En el reporte sobre perspectivas globales, la calificadora detalló que los efectos que ha tenido la pandemia de Covid-19, entre ellos los desequilibrios en la cadena de abastecimiento y la falta de mano de obra comenzarán a disiparse el próximo año, lo cual permitirá que la economía global entre en una etapa de crecimiento estable para 2023.

Moody’s consignó que para 2022 espera un crecimiento 4.4 por ciento para las economías del G20 —que suponen 85 por ciento de la actividad económica mundial— y de 3.2 por ciento en 2023. Ambos crecimientos estarán impulsados por un fuerte gasto familiar, el reabastecimiento de inventarios y mayores erogaciones de capital.

Mientras, el desequilibrio actual entre oferta y demanda, así como la persistente falta de mano de obra en el mercado deben mejorar en los próximos trimestres y permitir que se moderen las presiones inflacionarias por el lado de la oferta, abundó la firma de riesgo crediticio.

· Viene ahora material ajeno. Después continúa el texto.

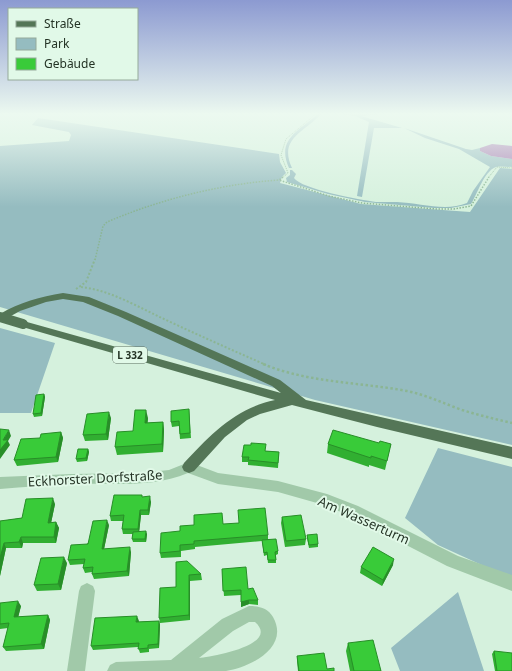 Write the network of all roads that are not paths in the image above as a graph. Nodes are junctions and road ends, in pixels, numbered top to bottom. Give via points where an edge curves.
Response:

“Las condiciones monetarias y crediticias se tornarán más restrictivas conforme los bancos centrales busquen eliminar la liquidez de la era de la pandemia y el apoyo a tasas de interés, de camino a la adopción de una postura neutral. Si dicho ajuste se hace de manera gradual y debidamente comunicado –con lo cual se eviten sorpresas en el mercado financiero– no esperamos que afecte el crecimiento”, confió Madhavi Bokil, analista de Moody’s y autor del reporte.